TASK DIRECTIONS =>
Your reply should reproduce the data below without a single alteration, apart from dropping the images.

━━━━━ DATA SHOWN

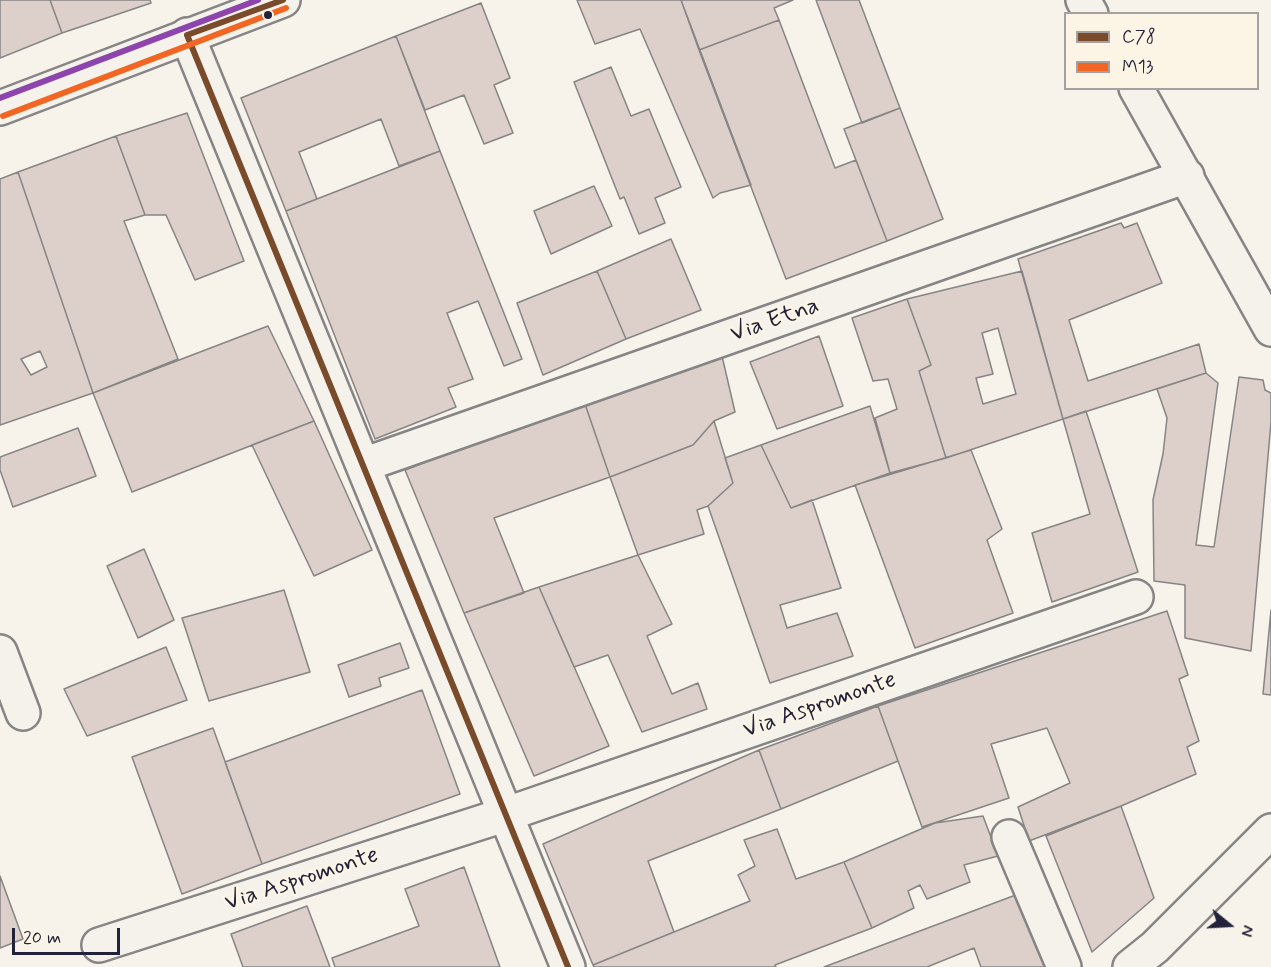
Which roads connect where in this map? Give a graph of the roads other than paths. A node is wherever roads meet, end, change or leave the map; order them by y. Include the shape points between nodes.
1 (270, 2) edge
2 (187, 35) junction
3 (1137, 90) edge
4 (0, 108) edge
5 (1187, 176) junction
6 (1271, 329) edge
7 (363, 465) junction
8 (1137, 597) dead end
9 (0, 652) edge
10 (23, 713) dead end
11 (504, 815) junction
12 (1271, 831) edge
13 (1009, 837) dead end
14 (99, 945) dead end
15 (568, 967) edge
16 (1064, 967) edge
17 (1131, 967) edge

1 - 2 street
2 - 4 street
2 - 7 street
3 - 5 street
5 - 6 street
5 - 7 street, Via Etna
7 - 11 street
8 - 11 street, Via Aspromonte
9 - 10 street
11 - 14 street, Via Aspromonte
11 - 15 street
12 - 17 street
13 - 16 street

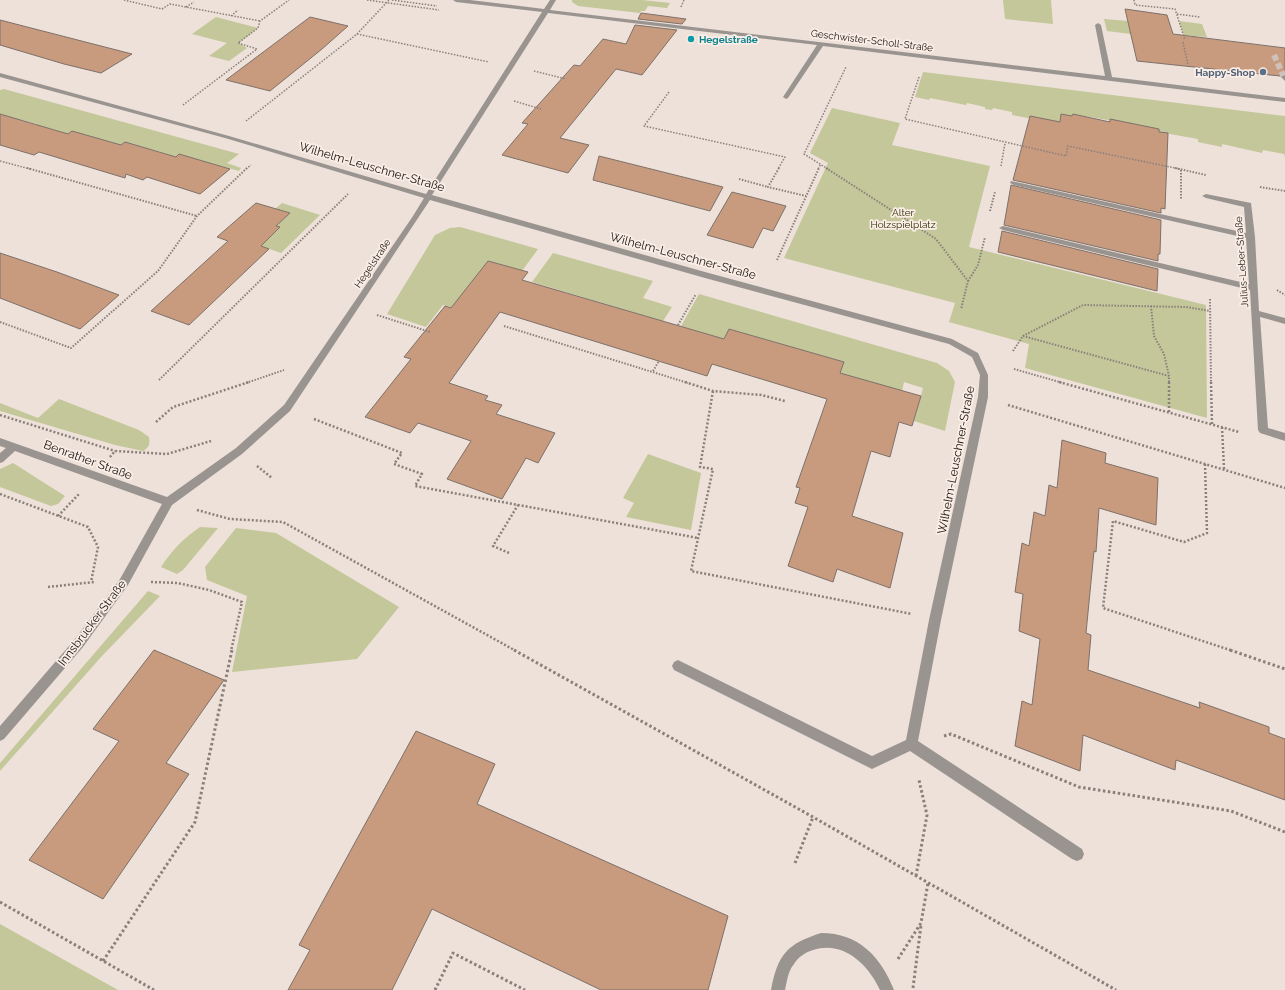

━━━━━━━━━━

WRITTEN REPLY =>
Which roads connect where in this map? Give a graph of the roads other than paths. A node is wherever roads meet, end, change or leave the map; order them by y. Include the shape points between nodes.
1 (270, 2) edge
2 (187, 35) junction
3 (1137, 90) edge
4 (0, 108) edge
5 (1187, 176) junction
6 (1271, 329) edge
7 (363, 465) junction
8 (1137, 597) dead end
9 (0, 652) edge
10 (23, 713) dead end
11 (504, 815) junction
12 (1271, 831) edge
13 (1009, 837) dead end
14 (99, 945) dead end
15 (568, 967) edge
16 (1064, 967) edge
17 (1131, 967) edge

1 - 2 street
2 - 4 street
2 - 7 street
3 - 5 street
5 - 6 street
5 - 7 street, Via Etna
7 - 11 street
8 - 11 street, Via Aspromonte
9 - 10 street
11 - 14 street, Via Aspromonte
11 - 15 street
12 - 17 street
13 - 16 street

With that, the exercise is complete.